◆ **RECORDS**:
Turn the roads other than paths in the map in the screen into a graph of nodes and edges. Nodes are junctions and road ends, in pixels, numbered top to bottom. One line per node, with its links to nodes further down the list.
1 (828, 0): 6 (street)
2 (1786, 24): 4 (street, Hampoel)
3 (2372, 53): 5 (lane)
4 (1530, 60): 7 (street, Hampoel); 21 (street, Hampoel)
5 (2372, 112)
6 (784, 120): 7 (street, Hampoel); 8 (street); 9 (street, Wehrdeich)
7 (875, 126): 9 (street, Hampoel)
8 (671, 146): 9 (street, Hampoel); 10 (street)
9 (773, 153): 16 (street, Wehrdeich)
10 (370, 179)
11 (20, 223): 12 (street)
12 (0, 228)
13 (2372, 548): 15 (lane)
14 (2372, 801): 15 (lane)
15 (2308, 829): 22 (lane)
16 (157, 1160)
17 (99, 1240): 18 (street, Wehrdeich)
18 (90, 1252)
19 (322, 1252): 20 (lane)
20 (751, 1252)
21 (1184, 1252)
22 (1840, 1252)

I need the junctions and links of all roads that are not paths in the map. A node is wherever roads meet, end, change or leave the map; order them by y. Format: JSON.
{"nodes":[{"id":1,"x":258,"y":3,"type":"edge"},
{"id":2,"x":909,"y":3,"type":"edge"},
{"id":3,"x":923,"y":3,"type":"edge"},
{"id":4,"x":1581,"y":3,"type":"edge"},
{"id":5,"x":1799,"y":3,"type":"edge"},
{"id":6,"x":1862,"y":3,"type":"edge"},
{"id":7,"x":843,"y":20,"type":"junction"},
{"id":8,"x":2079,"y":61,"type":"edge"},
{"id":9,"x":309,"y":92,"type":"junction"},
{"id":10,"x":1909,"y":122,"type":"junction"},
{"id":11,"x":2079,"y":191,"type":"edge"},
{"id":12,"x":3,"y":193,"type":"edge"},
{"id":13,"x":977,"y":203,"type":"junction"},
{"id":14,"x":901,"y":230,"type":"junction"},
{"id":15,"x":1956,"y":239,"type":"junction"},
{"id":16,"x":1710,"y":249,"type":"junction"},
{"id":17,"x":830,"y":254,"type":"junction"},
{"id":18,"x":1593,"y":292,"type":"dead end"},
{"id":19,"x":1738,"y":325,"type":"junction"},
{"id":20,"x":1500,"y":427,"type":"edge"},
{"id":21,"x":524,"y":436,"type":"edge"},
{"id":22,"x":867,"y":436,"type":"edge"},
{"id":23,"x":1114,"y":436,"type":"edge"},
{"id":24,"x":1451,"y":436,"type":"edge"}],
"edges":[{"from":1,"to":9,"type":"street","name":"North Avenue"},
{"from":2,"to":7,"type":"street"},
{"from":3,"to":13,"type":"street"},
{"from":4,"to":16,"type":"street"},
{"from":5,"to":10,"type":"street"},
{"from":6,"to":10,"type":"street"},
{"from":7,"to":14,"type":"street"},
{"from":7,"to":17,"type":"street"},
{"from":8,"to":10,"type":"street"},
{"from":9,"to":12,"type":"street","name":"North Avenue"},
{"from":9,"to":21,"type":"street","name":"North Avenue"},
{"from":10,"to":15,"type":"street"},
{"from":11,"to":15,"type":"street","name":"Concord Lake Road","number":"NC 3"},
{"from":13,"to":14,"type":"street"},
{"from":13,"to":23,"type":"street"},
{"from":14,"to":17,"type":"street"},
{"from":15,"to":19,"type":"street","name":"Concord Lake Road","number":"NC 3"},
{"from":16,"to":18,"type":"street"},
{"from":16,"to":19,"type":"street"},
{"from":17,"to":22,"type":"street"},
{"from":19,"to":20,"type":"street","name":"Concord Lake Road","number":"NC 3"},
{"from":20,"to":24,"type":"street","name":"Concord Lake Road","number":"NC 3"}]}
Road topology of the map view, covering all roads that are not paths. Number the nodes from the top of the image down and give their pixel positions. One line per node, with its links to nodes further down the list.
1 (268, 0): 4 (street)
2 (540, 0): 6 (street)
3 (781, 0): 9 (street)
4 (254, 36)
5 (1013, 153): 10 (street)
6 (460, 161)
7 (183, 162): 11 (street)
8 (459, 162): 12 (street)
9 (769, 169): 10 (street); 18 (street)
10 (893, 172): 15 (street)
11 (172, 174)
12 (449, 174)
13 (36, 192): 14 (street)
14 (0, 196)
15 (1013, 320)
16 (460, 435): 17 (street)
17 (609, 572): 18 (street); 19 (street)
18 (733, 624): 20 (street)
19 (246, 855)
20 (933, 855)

◆ **YOUR TASK**: Would you reproduce the entire listing, keeping every line as it is?

◆ **RESPONSE AREA**:
Turn the roads other than paths in the map in the screen into a graph of nodes and edges. Nodes are junctions and road ends, in pixels, numbered top to bottom. One line per node, with its links to nodes further down the list.
1 (828, 0): 6 (street)
2 (1786, 24): 4 (street, Hampoel)
3 (2372, 53): 5 (lane)
4 (1530, 60): 7 (street, Hampoel); 21 (street, Hampoel)
5 (2372, 112)
6 (784, 120): 7 (street, Hampoel); 8 (street); 9 (street, Wehrdeich)
7 (875, 126): 9 (street, Hampoel)
8 (671, 146): 9 (street, Hampoel); 10 (street)
9 (773, 153): 16 (street, Wehrdeich)
10 (370, 179)
11 (20, 223): 12 (street)
12 (0, 228)
13 (2372, 548): 15 (lane)
14 (2372, 801): 15 (lane)
15 (2308, 829): 22 (lane)
16 (157, 1160)
17 (99, 1240): 18 (street, Wehrdeich)
18 (90, 1252)
19 (322, 1252): 20 (lane)
20 (751, 1252)
21 (1184, 1252)
22 (1840, 1252)

I need the junctions and links of all roads that are not paths in the map. A node is wherever roads meet, end, change or leave the map; order them by y. Format: JSON.
{"nodes":[{"id":1,"x":258,"y":3,"type":"edge"},
{"id":2,"x":909,"y":3,"type":"edge"},
{"id":3,"x":923,"y":3,"type":"edge"},
{"id":4,"x":1581,"y":3,"type":"edge"},
{"id":5,"x":1799,"y":3,"type":"edge"},
{"id":6,"x":1862,"y":3,"type":"edge"},
{"id":7,"x":843,"y":20,"type":"junction"},
{"id":8,"x":2079,"y":61,"type":"edge"},
{"id":9,"x":309,"y":92,"type":"junction"},
{"id":10,"x":1909,"y":122,"type":"junction"},
{"id":11,"x":2079,"y":191,"type":"edge"},
{"id":12,"x":3,"y":193,"type":"edge"},
{"id":13,"x":977,"y":203,"type":"junction"},
{"id":14,"x":901,"y":230,"type":"junction"},
{"id":15,"x":1956,"y":239,"type":"junction"},
{"id":16,"x":1710,"y":249,"type":"junction"},
{"id":17,"x":830,"y":254,"type":"junction"},
{"id":18,"x":1593,"y":292,"type":"dead end"},
{"id":19,"x":1738,"y":325,"type":"junction"},
{"id":20,"x":1500,"y":427,"type":"edge"},
{"id":21,"x":524,"y":436,"type":"edge"},
{"id":22,"x":867,"y":436,"type":"edge"},
{"id":23,"x":1114,"y":436,"type":"edge"},
{"id":24,"x":1451,"y":436,"type":"edge"}],
"edges":[{"from":1,"to":9,"type":"street","name":"North Avenue"},
{"from":2,"to":7,"type":"street"},
{"from":3,"to":13,"type":"street"},
{"from":4,"to":16,"type":"street"},
{"from":5,"to":10,"type":"street"},
{"from":6,"to":10,"type":"street"},
{"from":7,"to":14,"type":"street"},
{"from":7,"to":17,"type":"street"},
{"from":8,"to":10,"type":"street"},
{"from":9,"to":12,"type":"street","name":"North Avenue"},
{"from":9,"to":21,"type":"street","name":"North Avenue"},
{"from":10,"to":15,"type":"street"},
{"from":11,"to":15,"type":"street","name":"Concord Lake Road","number":"NC 3"},
{"from":13,"to":14,"type":"street"},
{"from":13,"to":23,"type":"street"},
{"from":14,"to":17,"type":"street"},
{"from":15,"to":19,"type":"street","name":"Concord Lake Road","number":"NC 3"},
{"from":16,"to":18,"type":"street"},
{"from":16,"to":19,"type":"street"},
{"from":17,"to":22,"type":"street"},
{"from":19,"to":20,"type":"street","name":"Concord Lake Road","number":"NC 3"},
{"from":20,"to":24,"type":"street","name":"Concord Lake Road","number":"NC 3"}]}
Road topology of the map view, covering all roads that are not paths. Number the nodes from the top of the image down and give their pixel positions. One line per node, with its links to nodes further down the list.
1 (268, 0): 4 (street)
2 (540, 0): 6 (street)
3 (781, 0): 9 (street)
4 (254, 36)
5 (1013, 153): 10 (street)
6 (460, 161)
7 (183, 162): 11 (street)
8 (459, 162): 12 (street)
9 (769, 169): 10 (street); 18 (street)
10 (893, 172): 15 (street)
11 (172, 174)
12 (449, 174)
13 (36, 192): 14 (street)
14 (0, 196)
15 (1013, 320)
16 (460, 435): 17 (street)
17 (609, 572): 18 (street); 19 (street)
18 (733, 624): 20 (street)
19 (246, 855)
20 (933, 855)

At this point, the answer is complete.